Promising change and a different direction is nothing new in politics, let alone Westminster.

After thirteen years of Conservative government, I find it very hard to believe that voters will think the former Chancellor, who has been at the heart of decision making for so many years, will be the one to deliver that change.

The gamble exposed in the PM's conference speech shows this attempt at a major shift ahead of the election.

His bid to set out huge education reforms, redirect HS2 cash into local projects and stamp out smoking were described by him today as "three massive announcements to change the direction of our country".

Now is the time, he says, to think long-term, even though he will be far gone by the time those decisions take effect.

Those close to the PM say he is motivated most of all by doing the 'right thing' for the country, even though it may not be easy, evoking the spirit of Harry Potter's wise wizard, Albus Dumbledore.

For politicians, this sort of thinking is generally to be discouraged by political strategists, let alone when you're twenty points behind in the polls.

Yes, prime minister, it sounds very worthy, very moral, yes it's definitely the right thing to do - but it won't win you a majority.

Pollsters know that what voters want, and what they say they want, are two very different things.

Long term decisions for a brighter future is not going to get them a doctor's appointment now, push their energy bills down this winter, or stretch the pound in their pocket any further this Christmas.

This strategy also has a dangerous whiff of politicians telling the public what they think is "good for them".

If voters feel they are being spoken down to, this has a huge risk of backfiring.
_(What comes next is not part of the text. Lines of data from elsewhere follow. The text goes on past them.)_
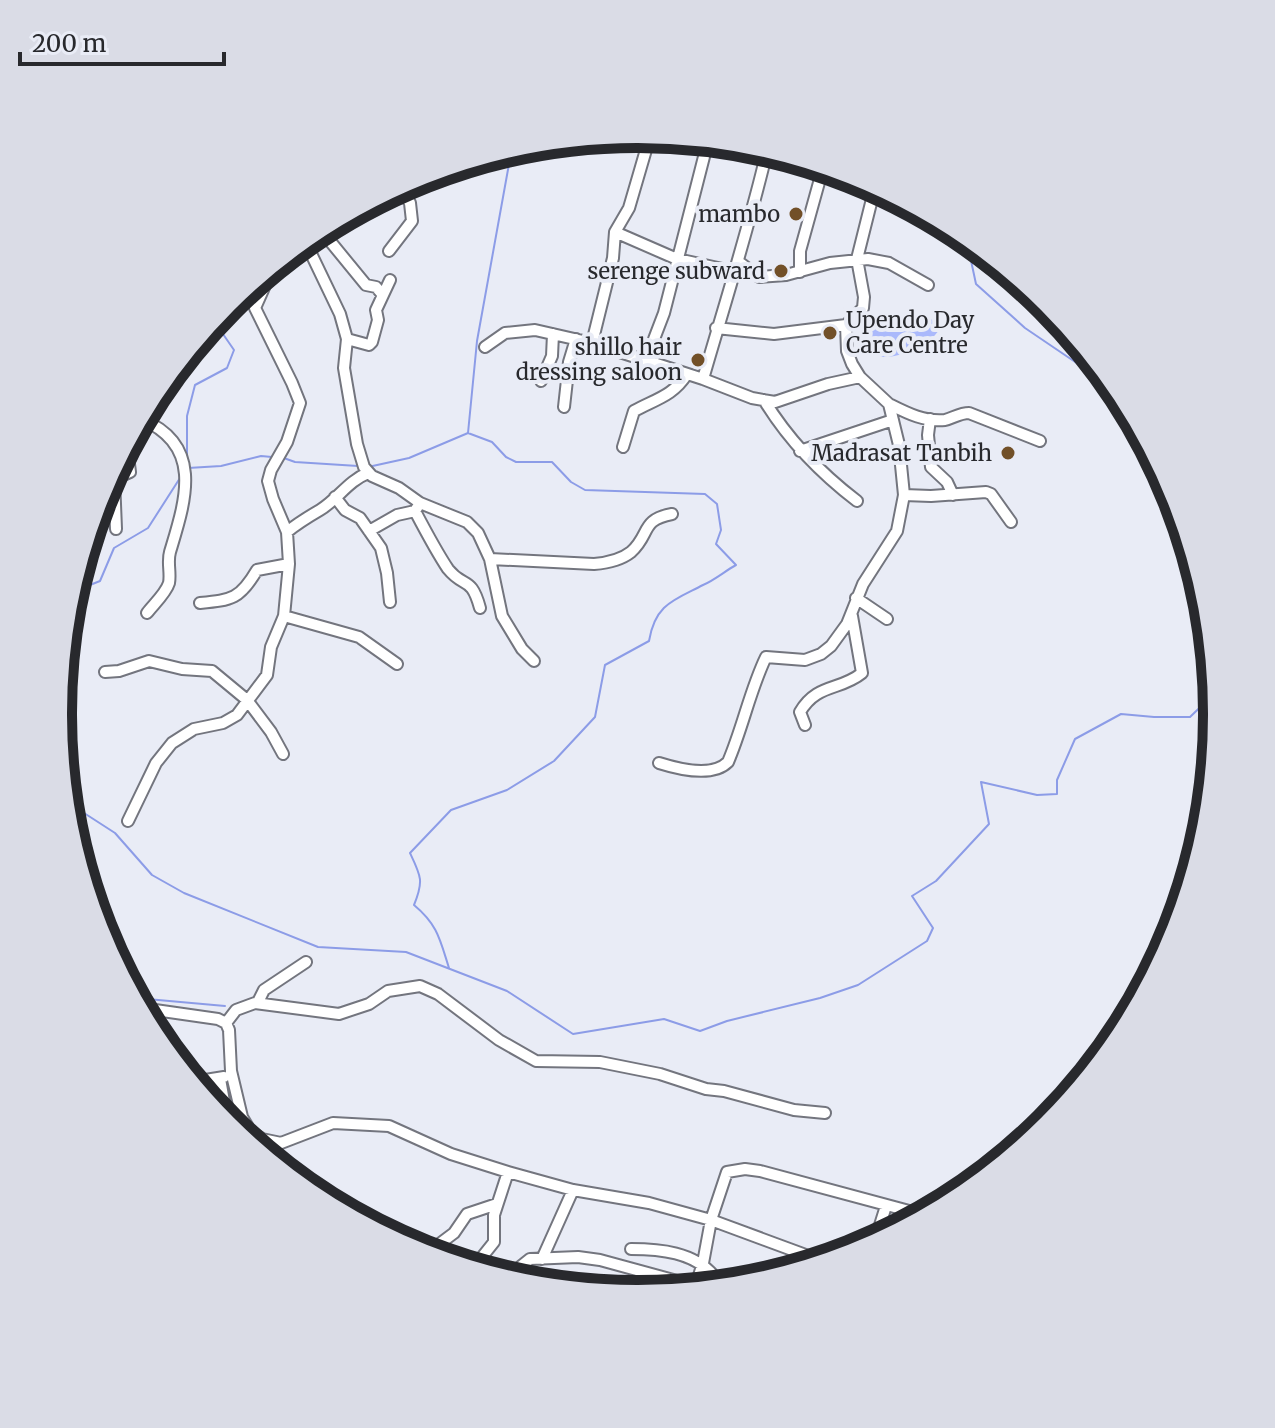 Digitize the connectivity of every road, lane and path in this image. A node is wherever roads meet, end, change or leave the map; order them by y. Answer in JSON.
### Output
{"nodes":[{"id":1,"x":646,"y":148,"type":"edge"},
{"id":2,"x":705,"y":153,"type":"edge"},
{"id":3,"x":764,"y":163,"type":"edge"},
{"id":4,"x":820,"y":179,"type":"edge"},
{"id":5,"x":407,"y":198,"type":"edge"},
{"id":6,"x":872,"y":200,"type":"edge"},
{"id":7,"x":615,"y":232,"type":"junction"},
{"id":8,"x":329,"y":240,"type":"edge"},
{"id":9,"x":389,"y":251,"type":"dead end"},
{"id":10,"x":310,"y":253,"type":"edge"},
{"id":11,"x":677,"y":259,"type":"junction"},
{"id":12,"x":857,"y":259,"type":"junction"},
{"id":13,"x":737,"y":267,"type":"junction"},
{"id":14,"x":800,"y":272,"type":"junction"},
{"id":15,"x":390,"y":280,"type":"dead end"},
{"id":16,"x":928,"y":285,"type":"dead end"},
{"id":17,"x":262,"y":291,"type":"edge"},
{"id":18,"x":382,"y":294,"type":"junction"},
{"id":19,"x":846,"y":325,"type":"junction"},
{"id":20,"x":716,"y":328,"type":"junction"},
{"id":21,"x":553,"y":334,"type":"junction"},
{"id":22,"x":347,"y":339,"type":"junction"},
{"id":23,"x":576,"y":339,"type":"junction"},
{"id":24,"x":592,"y":343,"type":"junction"},
{"id":25,"x":485,"y":347,"type":"dead end"},
{"id":26,"x":646,"y":360,"type":"junction"},
{"id":27,"x":687,"y":374,"type":"junction"},
{"id":28,"x":860,"y":377,"type":"junction"},
{"id":29,"x":703,"y":379,"type":"junction"},
{"id":30,"x":541,"y":381,"type":"dead end"},
{"id":31,"x":764,"y":400,"type":"junction"},
{"id":32,"x":889,"y":404,"type":"junction"},
{"id":33,"x":564,"y":407,"type":"dead end"},
{"id":34,"x":930,"y":419,"type":"junction"},
{"id":35,"x":893,"y":420,"type":"junction"},
{"id":36,"x":151,"y":426,"type":"edge"},
{"id":37,"x":1040,"y":441,"type":"dead end"},
{"id":38,"x":623,"y":447,"type":"dead end"},
{"id":39,"x":800,"y":451,"type":"junction"},
{"id":40,"x":368,"y":473,"type":"junction"},
{"id":41,"x":904,"y":495,"type":"junction"},
{"id":42,"x":953,"y":495,"type":"junction"},
{"id":43,"x":335,"y":497,"type":"junction"},
{"id":44,"x":114,"y":500,"type":"edge"},
{"id":45,"x":857,"y":501,"type":"dead end"},
{"id":46,"x":418,"y":507,"type":"junction"},
{"id":47,"x":672,"y":514,"type":"dead end"},
{"id":48,"x":1011,"y":522,"type":"dead end"},
{"id":49,"x":116,"y":529,"type":"dead end"},
{"id":50,"x":369,"y":531,"type":"junction"},
{"id":51,"x":287,"y":532,"type":"junction"},
{"id":52,"x":490,"y":559,"type":"junction"},
{"id":53,"x":289,"y":564,"type":"junction"},
{"id":54,"x":856,"y":598,"type":"junction"},
{"id":55,"x":390,"y":602,"type":"dead end"},
{"id":56,"x":200,"y":603,"type":"dead end"},
{"id":57,"x":480,"y":608,"type":"dead end"},
{"id":58,"x":147,"y":613,"type":"dead end"},
{"id":59,"x":852,"y":614,"type":"junction"},
{"id":60,"x":284,"y":616,"type":"junction"},
{"id":61,"x":887,"y":619,"type":"dead end"},
{"id":62,"x":534,"y":661,"type":"dead end"},
{"id":63,"x":397,"y":664,"type":"dead end"},
{"id":64,"x":105,"y":672,"type":"dead end"},
{"id":65,"x":247,"y":700,"type":"junction"},
{"id":66,"x":805,"y":725,"type":"dead end"},
{"id":67,"x":283,"y":754,"type":"dead end"},
{"id":68,"x":659,"y":763,"type":"dead end"},
{"id":69,"x":128,"y":821,"type":"dead end"},
{"id":70,"x":306,"y":962,"type":"dead end"},
{"id":71,"x":258,"y":1002,"type":"junction"},
{"id":72,"x":156,"y":1010,"type":"edge"},
{"id":73,"x":226,"y":1023,"type":"junction"},
{"id":74,"x":231,"y":1071,"type":"junction"},
{"id":75,"x":220,"y":1079,"type":"junction"},
{"id":76,"x":207,"y":1080,"type":"edge"},
{"id":77,"x":224,"y":1099,"type":"edge"},
{"id":78,"x":825,"y":1113,"type":"dead end"},
{"id":79,"x":244,"y":1120,"type":"edge"},
{"id":80,"x":266,"y":1140,"type":"edge"},
{"id":81,"x":508,"y":1172,"type":"junction"},
{"id":82,"x":573,"y":1190,"type":"junction"},
{"id":83,"x":497,"y":1204,"type":"junction"},
{"id":84,"x":886,"y":1206,"type":"junction"},
{"id":85,"x":907,"y":1211,"type":"edge"},
{"id":86,"x":711,"y":1220,"type":"junction"},
{"id":87,"x":880,"y":1224,"type":"edge"},
{"id":88,"x":440,"y":1243,"type":"edge"},
{"id":89,"x":631,"y":1249,"type":"dead end"},
{"id":90,"x":803,"y":1254,"type":"edge"},
{"id":91,"x":482,"y":1257,"type":"edge"},
{"id":92,"x":542,"y":1259,"type":"junction"},
{"id":93,"x":703,"y":1263,"type":"junction"},
{"id":94,"x":521,"y":1268,"type":"edge"},
{"id":95,"x":713,"y":1275,"type":"edge"},
{"id":96,"x":699,"y":1276,"type":"edge"},
{"id":97,"x":665,"y":1279,"type":"edge"}],
"edges":[{"from":1,"to":7,"type":"street"},
{"from":2,"to":11,"type":"street"},
{"from":3,"to":13,"type":"street"},
{"from":4,"to":14,"type":"street"},
{"from":5,"to":9,"type":"street"},
{"from":6,"to":12,"type":"street"},
{"from":7,"to":11,"type":"street"},
{"from":7,"to":24,"type":"street"},
{"from":8,"to":18,"type":"street"},
{"from":10,"to":22,"type":"street"},
{"from":11,"to":13,"type":"street"},
{"from":11,"to":26,"type":"street"},
{"from":12,"to":14,"type":"street"},
{"from":12,"to":16,"type":"street"},
{"from":12,"to":19,"type":"street"},
{"from":13,"to":14,"type":"street"},
{"from":13,"to":20,"type":"street"},
{"from":15,"to":18,"type":"street"},
{"from":17,"to":51,"type":"street"},
{"from":18,"to":22,"type":"street"},
{"from":19,"to":20,"type":"street"},
{"from":19,"to":28,"type":"street"},
{"from":20,"to":29,"type":"street"},
{"from":21,"to":23,"type":"street"},
{"from":21,"to":25,"type":"street"},
{"from":21,"to":30,"type":"street"},
{"from":22,"to":40,"type":"street"},
{"from":23,"to":24,"type":"street"},
{"from":23,"to":33,"type":"street"},
{"from":24,"to":26,"type":"street"},
{"from":26,"to":27,"type":"street"},
{"from":27,"to":29,"type":"street"},
{"from":27,"to":38,"type":"street"},
{"from":28,"to":31,"type":"street"},
{"from":28,"to":32,"type":"street"},
{"from":29,"to":31,"type":"street"},
{"from":31,"to":39,"type":"street"},
{"from":32,"to":34,"type":"street"},
{"from":32,"to":35,"type":"street"},
{"from":34,"to":37,"type":"street"},
{"from":34,"to":42,"type":"street"},
{"from":35,"to":39,"type":"street"},
{"from":35,"to":41,"type":"street"},
{"from":36,"to":58,"type":"street"},
{"from":39,"to":45,"type":"street"},
{"from":40,"to":43,"type":"street"},
{"from":40,"to":46,"type":"street"},
{"from":41,"to":42,"type":"street"},
{"from":41,"to":54,"type":"street"},
{"from":42,"to":48,"type":"street"},
{"from":43,"to":50,"type":"street"},
{"from":43,"to":51,"type":"street"},
{"from":44,"to":49,"type":"street"},
{"from":46,"to":50,"type":"street"},
{"from":46,"to":52,"type":"street"},
{"from":46,"to":57,"type":"street"},
{"from":47,"to":52,"type":"street"},
{"from":50,"to":55,"type":"street"},
{"from":51,"to":53,"type":"street"},
{"from":52,"to":62,"type":"street"},
{"from":53,"to":56,"type":"street"},
{"from":53,"to":60,"type":"street"},
{"from":54,"to":59,"type":"street"},
{"from":54,"to":61,"type":"street"},
{"from":59,"to":66,"type":"street"},
{"from":59,"to":68,"type":"street"},
{"from":60,"to":63,"type":"street"},
{"from":60,"to":65,"type":"street"},
{"from":64,"to":65,"type":"street"},
{"from":65,"to":67,"type":"street"},
{"from":65,"to":69,"type":"street"},
{"from":70,"to":71,"type":"street"},
{"from":71,"to":73,"type":"street"},
{"from":71,"to":78,"type":"street"},
{"from":72,"to":73,"type":"street"},
{"from":73,"to":74,"type":"street"},
{"from":74,"to":75,"type":"street"},
{"from":74,"to":79,"type":"street"},
{"from":75,"to":76,"type":"street"},
{"from":75,"to":77,"type":"street"},
{"from":80,"to":81,"type":"street"},
{"from":81,"to":82,"type":"street"},
{"from":81,"to":83,"type":"street"},
{"from":82,"to":86,"type":"street"},
{"from":82,"to":92,"type":"street"},
{"from":83,"to":88,"type":"street"},
{"from":83,"to":91,"type":"street"},
{"from":84,"to":85,"type":"street"},
{"from":84,"to":86,"type":"street"},
{"from":84,"to":87,"type":"street"},
{"from":86,"to":90,"type":"street"},
{"from":86,"to":93,"type":"street"},
{"from":89,"to":93,"type":"street"},
{"from":92,"to":94,"type":"street"},
{"from":92,"to":97,"type":"street"},
{"from":93,"to":95,"type":"street"},
{"from":93,"to":96,"type":"street"}]}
Just ask the 'Stronger In' Remain campaign.

After spending the last year steading the ship after the chaos of Liz Truss and Boris Johnson rocked the country, the PM is finally rolling up his sleeves and starting his fight.

In the months to come we will learn what Sunakism means, and what sort of legacy he wants to leave.

But for a weary electorate suffering with soaring waiting lists, biting inflation, sky-high interest rates and more - it will take a lot for them to buy he is the right man for the job.

For so many people, they can't help but think it's time to let the other guys have a shot.